**Material for this exercise**
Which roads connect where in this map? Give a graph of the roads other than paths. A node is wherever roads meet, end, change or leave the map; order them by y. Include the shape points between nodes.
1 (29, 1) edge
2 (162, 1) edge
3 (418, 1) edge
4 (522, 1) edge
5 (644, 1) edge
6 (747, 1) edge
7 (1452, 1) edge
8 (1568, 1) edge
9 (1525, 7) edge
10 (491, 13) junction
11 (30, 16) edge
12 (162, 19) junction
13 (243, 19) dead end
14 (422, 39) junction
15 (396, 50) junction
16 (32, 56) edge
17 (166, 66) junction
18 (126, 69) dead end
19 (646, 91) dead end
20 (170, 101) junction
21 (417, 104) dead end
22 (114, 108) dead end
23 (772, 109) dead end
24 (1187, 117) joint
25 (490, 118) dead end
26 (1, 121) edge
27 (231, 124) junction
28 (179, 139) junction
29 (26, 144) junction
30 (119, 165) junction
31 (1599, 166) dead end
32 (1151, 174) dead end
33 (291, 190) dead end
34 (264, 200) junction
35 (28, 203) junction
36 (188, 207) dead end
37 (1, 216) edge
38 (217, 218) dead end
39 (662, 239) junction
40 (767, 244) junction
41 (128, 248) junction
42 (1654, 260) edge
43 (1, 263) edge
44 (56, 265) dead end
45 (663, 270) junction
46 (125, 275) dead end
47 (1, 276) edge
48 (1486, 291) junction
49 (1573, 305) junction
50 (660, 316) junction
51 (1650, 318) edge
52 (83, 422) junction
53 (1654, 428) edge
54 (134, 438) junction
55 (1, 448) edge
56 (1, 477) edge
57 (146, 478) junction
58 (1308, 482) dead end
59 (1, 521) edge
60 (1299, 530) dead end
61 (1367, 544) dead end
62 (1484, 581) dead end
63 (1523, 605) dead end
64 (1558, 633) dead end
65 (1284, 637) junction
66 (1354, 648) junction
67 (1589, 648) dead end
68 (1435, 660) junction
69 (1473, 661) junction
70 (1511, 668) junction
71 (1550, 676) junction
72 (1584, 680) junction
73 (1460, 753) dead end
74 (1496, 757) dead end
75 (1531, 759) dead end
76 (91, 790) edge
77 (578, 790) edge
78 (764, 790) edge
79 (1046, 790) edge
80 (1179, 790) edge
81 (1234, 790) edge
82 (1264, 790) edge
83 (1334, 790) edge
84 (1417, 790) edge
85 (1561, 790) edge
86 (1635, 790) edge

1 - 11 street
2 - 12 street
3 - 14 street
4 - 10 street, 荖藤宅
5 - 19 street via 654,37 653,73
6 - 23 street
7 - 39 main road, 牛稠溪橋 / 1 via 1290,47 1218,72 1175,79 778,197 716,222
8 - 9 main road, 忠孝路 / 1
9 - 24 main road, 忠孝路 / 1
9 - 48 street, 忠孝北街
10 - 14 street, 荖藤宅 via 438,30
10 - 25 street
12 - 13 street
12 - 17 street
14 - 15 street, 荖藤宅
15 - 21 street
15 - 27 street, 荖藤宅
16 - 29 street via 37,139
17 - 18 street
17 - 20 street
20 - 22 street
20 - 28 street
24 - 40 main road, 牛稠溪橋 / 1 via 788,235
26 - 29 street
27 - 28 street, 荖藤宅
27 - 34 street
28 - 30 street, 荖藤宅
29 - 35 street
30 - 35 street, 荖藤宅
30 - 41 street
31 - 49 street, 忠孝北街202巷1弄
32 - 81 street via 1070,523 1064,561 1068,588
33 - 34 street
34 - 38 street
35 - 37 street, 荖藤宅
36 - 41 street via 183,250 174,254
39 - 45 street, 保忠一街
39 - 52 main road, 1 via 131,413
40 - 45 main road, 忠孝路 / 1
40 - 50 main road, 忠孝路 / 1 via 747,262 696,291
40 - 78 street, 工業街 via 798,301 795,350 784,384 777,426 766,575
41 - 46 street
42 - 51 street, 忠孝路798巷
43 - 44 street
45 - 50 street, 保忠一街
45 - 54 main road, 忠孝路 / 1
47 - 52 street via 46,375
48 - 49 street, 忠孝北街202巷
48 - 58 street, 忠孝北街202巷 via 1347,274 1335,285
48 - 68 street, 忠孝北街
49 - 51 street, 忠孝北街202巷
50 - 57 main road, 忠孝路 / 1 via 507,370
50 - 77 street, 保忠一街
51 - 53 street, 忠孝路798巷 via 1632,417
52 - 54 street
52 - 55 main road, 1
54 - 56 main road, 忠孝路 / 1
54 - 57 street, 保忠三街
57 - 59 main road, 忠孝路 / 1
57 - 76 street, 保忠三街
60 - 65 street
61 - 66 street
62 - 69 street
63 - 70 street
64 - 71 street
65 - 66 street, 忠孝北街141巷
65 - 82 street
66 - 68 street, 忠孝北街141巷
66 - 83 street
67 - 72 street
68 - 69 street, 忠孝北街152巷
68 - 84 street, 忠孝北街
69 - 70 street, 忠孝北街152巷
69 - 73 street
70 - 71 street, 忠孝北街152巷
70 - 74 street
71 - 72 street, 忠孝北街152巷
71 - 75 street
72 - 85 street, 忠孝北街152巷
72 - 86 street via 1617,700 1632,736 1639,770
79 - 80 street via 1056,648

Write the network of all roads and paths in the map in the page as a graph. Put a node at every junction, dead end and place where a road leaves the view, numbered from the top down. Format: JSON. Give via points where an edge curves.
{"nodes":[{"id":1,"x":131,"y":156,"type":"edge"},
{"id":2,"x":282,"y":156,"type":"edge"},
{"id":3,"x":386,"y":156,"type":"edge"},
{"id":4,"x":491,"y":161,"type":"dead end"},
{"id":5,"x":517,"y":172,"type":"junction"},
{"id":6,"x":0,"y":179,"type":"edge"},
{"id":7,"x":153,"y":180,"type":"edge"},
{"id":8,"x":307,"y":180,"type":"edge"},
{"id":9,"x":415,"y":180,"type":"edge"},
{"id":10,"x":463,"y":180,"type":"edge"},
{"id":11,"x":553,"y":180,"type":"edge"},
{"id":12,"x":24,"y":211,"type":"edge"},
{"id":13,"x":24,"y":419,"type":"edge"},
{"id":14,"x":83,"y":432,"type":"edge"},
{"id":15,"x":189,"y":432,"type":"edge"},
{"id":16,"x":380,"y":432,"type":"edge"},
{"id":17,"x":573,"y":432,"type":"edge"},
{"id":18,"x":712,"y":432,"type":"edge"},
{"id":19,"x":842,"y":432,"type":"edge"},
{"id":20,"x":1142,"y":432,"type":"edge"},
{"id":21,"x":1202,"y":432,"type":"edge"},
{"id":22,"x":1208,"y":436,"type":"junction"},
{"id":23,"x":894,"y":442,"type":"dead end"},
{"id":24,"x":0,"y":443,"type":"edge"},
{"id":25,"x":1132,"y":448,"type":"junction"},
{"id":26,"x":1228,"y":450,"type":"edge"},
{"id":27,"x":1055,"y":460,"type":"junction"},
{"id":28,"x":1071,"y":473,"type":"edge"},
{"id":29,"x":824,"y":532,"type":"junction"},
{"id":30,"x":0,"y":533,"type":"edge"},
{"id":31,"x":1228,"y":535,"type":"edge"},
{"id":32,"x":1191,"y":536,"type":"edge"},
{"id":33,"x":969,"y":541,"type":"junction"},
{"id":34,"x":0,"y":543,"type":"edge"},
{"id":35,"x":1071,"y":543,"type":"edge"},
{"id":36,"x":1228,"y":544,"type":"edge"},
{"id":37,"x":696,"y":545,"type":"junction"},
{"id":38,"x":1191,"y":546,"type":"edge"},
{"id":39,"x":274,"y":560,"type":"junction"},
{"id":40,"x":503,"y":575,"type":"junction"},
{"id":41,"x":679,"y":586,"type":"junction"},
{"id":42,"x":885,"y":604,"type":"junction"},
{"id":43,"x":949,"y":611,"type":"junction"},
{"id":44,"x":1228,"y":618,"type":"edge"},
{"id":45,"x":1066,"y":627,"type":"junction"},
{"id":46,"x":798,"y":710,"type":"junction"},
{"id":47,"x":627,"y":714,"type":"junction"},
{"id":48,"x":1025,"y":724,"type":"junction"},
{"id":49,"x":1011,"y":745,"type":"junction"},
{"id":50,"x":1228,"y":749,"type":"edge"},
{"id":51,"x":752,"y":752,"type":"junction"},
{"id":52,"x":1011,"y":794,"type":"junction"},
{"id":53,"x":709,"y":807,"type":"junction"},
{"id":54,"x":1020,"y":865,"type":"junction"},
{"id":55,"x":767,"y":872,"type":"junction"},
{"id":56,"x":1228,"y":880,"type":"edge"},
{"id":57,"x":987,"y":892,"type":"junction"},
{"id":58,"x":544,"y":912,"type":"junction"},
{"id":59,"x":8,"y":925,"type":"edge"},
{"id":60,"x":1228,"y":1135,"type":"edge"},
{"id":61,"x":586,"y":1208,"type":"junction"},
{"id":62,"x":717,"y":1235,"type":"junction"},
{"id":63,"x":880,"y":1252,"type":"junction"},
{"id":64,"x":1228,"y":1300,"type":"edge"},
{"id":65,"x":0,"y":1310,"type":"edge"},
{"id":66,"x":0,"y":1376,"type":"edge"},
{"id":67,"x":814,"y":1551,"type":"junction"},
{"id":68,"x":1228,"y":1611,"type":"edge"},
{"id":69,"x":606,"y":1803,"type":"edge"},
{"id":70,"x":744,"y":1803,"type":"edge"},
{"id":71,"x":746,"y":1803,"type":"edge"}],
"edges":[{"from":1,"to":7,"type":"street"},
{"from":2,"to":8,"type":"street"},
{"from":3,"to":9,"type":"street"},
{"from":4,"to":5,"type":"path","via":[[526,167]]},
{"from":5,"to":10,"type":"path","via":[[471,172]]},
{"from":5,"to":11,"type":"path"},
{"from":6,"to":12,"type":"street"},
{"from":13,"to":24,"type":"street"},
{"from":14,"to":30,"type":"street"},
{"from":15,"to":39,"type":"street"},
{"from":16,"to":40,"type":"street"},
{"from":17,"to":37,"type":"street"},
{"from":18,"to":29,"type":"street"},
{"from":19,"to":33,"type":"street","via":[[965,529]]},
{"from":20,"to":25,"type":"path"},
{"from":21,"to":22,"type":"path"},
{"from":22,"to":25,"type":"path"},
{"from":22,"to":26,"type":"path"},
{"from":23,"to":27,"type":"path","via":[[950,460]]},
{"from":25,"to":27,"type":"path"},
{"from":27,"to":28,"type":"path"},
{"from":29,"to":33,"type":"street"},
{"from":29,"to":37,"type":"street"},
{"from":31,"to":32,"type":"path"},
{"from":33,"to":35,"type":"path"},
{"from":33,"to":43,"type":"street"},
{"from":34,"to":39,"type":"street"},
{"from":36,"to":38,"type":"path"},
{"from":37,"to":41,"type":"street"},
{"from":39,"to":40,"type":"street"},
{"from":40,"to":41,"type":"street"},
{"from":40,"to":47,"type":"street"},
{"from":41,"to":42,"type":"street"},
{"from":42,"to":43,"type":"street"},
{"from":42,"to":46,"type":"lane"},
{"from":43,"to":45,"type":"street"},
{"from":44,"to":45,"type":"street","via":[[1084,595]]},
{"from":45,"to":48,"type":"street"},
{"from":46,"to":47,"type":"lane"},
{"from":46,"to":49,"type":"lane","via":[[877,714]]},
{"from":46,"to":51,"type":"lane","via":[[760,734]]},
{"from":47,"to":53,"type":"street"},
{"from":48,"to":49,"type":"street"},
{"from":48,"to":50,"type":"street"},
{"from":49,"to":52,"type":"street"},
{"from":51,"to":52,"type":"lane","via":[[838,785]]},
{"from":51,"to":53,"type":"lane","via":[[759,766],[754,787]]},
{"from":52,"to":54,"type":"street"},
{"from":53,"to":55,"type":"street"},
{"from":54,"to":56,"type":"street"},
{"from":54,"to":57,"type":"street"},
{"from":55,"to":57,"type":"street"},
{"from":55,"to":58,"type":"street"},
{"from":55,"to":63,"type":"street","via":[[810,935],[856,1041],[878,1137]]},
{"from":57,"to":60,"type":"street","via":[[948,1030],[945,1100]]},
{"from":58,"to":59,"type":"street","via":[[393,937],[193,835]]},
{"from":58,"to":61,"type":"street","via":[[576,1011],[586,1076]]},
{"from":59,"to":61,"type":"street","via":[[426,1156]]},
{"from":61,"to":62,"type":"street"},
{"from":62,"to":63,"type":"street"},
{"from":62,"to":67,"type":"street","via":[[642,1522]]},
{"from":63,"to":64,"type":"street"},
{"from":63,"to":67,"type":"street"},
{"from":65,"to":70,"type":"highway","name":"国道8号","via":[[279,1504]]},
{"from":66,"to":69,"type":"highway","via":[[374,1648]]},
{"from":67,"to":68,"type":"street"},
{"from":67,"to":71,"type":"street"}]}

**What needs to be done**
Using the listing above, state the count of lines that include "highway" and nothing else.

**Answer for the task**
2